On fishing, mutual agreements can prevent disputes. Learning from the 2013 incident where a Taiwan fisherman was killed by Philippine Coast Guard personnel, Taiwan and the Philippines inked an Agreement Concerning the Facilitation of Cooperation on Law Enforcement in Fisheries Matters in 2015. Taiwan and the Philippines came to an agreement in 2015 and since then, no similar incidents have taken place.
Agreements for hydrocarbons and other resources are more complex, but not impossible. Malaysia and Thailand have carved out a joint development area for the exploration and exploitation of non-living natural resources, including hydrocarbons, within their overlapping continental shelves.
To prevent physical conflicts in the increasingly contested South China Sea, protocols like the Code for Unplanned Encounters at Sea (CUES) and Guidelines for Air Military Encounters (GAME) reduce the risk of miscalculation and escalation in the maritime and air domains. But sorely missing are paramilitary and law enforcement agencies' inclusion into these frameworks, and they need to be brought into them.
We want to avoid a repeat of past incidents such as the 2001 Hainan Island incident of a collision between the US Navy's EP-3 aircraft and the PLA Navy's fighter jet, or the more recent collisions between the Chinese and the Philippine's coast guard vessels over the Second Thomas Shoal.
Some have argued that the events in Asia are but an extension of the previous Cold War, now fought out between the US and China. Despite this strategic rivalry, the US and China are both integral to the functioning of a globally connected economy, upon which all our well-being depends. In 2022, the US accounted for 25% of global GDP and China accounted for 18%, slightly larger than that of the entire EU. Last year, China was also the top trading partner of more than 120 countries, and ASEAN as a whole.
There is another stark difference – I doubt if there will be an equivalent of a "glasnost or perestroika" moment for China. The legitimacy of the Communist Party of China under President Xi is well-entrenched among Chinese citizens who have witnessed considerable progress over the past three decades of their country and their lives under his leadership.

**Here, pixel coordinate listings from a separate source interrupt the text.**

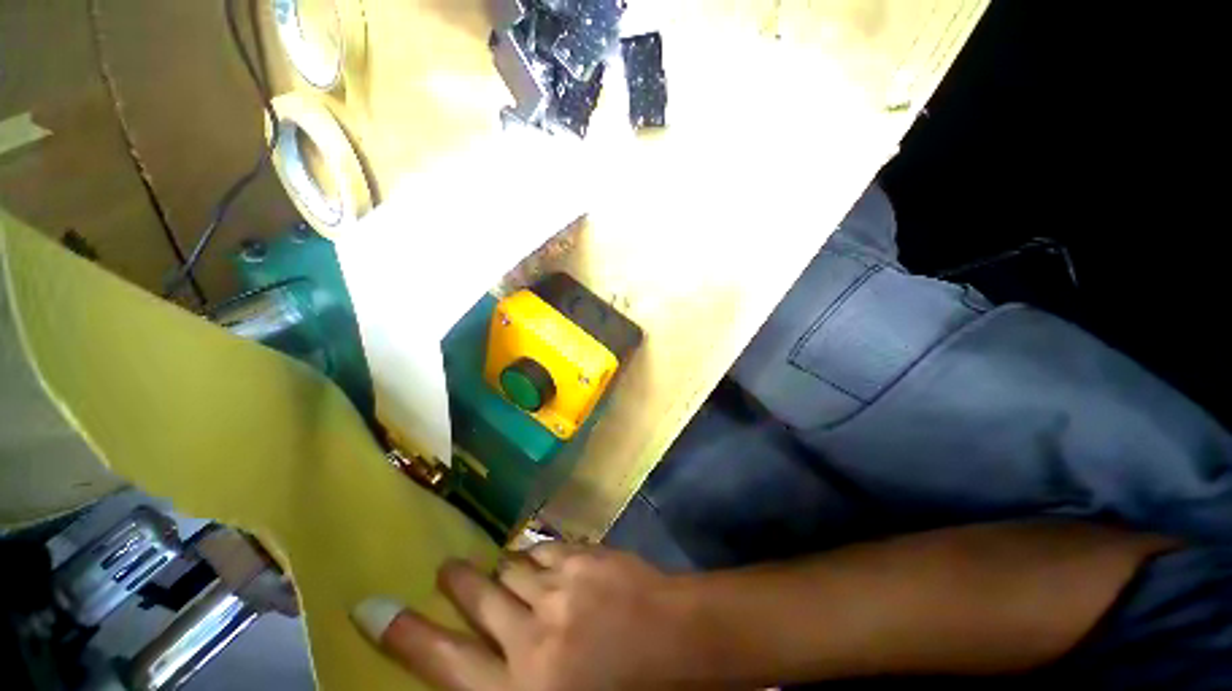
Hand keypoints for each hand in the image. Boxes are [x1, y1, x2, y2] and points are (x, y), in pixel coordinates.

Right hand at [351, 543, 698, 690]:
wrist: (679, 642)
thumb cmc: (624, 690)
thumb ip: (515, 681)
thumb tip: (482, 657)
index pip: (446, 664)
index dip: (405, 635)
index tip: (373, 609)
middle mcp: (531, 639)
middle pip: (477, 599)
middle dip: (458, 582)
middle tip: (448, 570)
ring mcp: (560, 591)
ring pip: (511, 568)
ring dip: (507, 570)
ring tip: (505, 570)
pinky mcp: (582, 558)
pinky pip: (544, 550)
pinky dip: (539, 557)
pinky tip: (545, 563)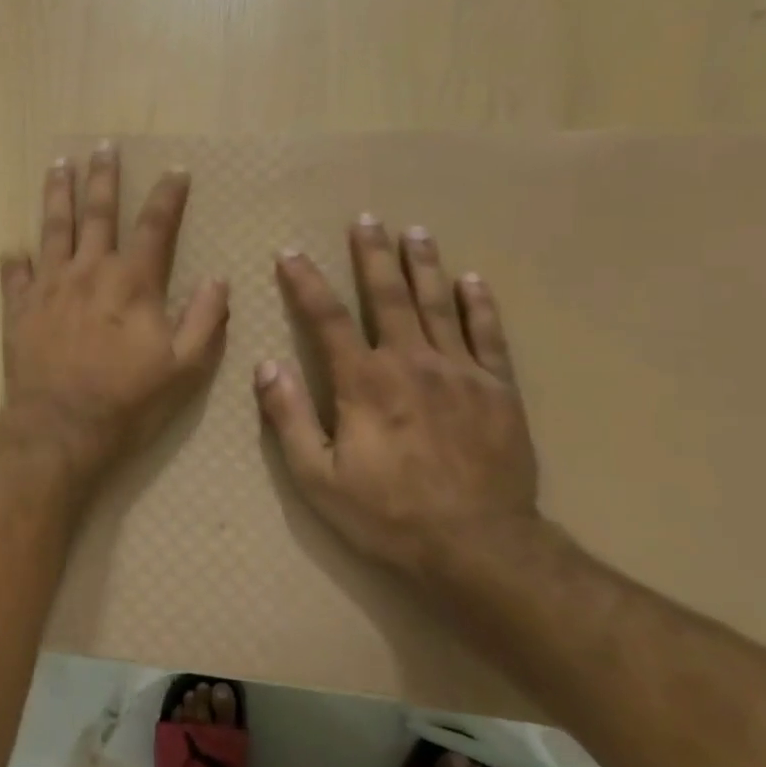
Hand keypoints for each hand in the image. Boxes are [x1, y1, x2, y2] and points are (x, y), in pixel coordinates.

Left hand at [0, 146, 229, 480]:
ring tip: (58, 166)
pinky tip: (14, 247)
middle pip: (98, 213)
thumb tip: (219, 280)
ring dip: (57, 195)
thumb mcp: (184, 369)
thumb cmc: (127, 401)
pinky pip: (15, 275)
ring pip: (53, 229)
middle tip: (103, 147)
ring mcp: (49, 287)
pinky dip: (15, 259)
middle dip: (104, 177)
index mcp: (132, 282)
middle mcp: (89, 272)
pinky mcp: (19, 309)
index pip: (156, 226)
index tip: (175, 170)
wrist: (60, 428)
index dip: (168, 196)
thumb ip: (205, 321)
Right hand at [254, 215, 539, 582]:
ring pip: (439, 304)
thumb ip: (290, 417)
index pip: (326, 318)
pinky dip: (480, 305)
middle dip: (373, 255)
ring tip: (415, 231)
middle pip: (388, 296)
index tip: (290, 253)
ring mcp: (460, 372)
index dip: (305, 282)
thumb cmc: (387, 515)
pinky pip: (488, 335)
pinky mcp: (498, 390)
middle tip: (366, 219)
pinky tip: (473, 280)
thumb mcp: (317, 477)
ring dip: (424, 265)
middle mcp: (411, 363)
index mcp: (364, 382)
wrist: (479, 547)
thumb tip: (267, 366)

In this region, ASEAN plays a key role by upholding itself and its partners to the ASEAN Charter. In defence, the ASEAN Defence Ministers' Meeting (ADMM)-Plus Experts' Working Groups (EWGs) exist to promote military-to-military cooperation for the 18 nations. To date, more than 20 large-scale exercises have been conducted, and it is noteworthy that this is the only platform where both US and China militaries participate.
The ADMM welcomed the participation of Canada, France, and the UK as observers to the EWGs last year. Germany and the EU have also applied to be observers, and Singapore strongly supports this as a positive sign of their involvement within the ADMM-Plus structure.
Conclusion
Thank you all for your support and contributions to the SLD once again. I thank also the many people who have worked tirelessly behind-the-scenes to allow us to focus on these important conversations. Staff of the Shangri-La Hotel, the Home Team – our Police and Civil Defence Force. I have received many compliments about their service, and they do it because it is their jobs, but I think there is something deeper. As is customary after each SLD has ended, I meet hotel staff who have served you with very good service, just to thank them. Some staff have been here since the inception of the SLD and when you talk to them, they have come to believe that they are part of this Shangri-La dream, this quest for peace. They feel that they are doing their part looking for regional peace, if not beyond. So thank you, and I thank you on behalf of them. I will thank them on behalf of you as well, and I thank you all and hope for all of you to have a safe journey back home. Thank you.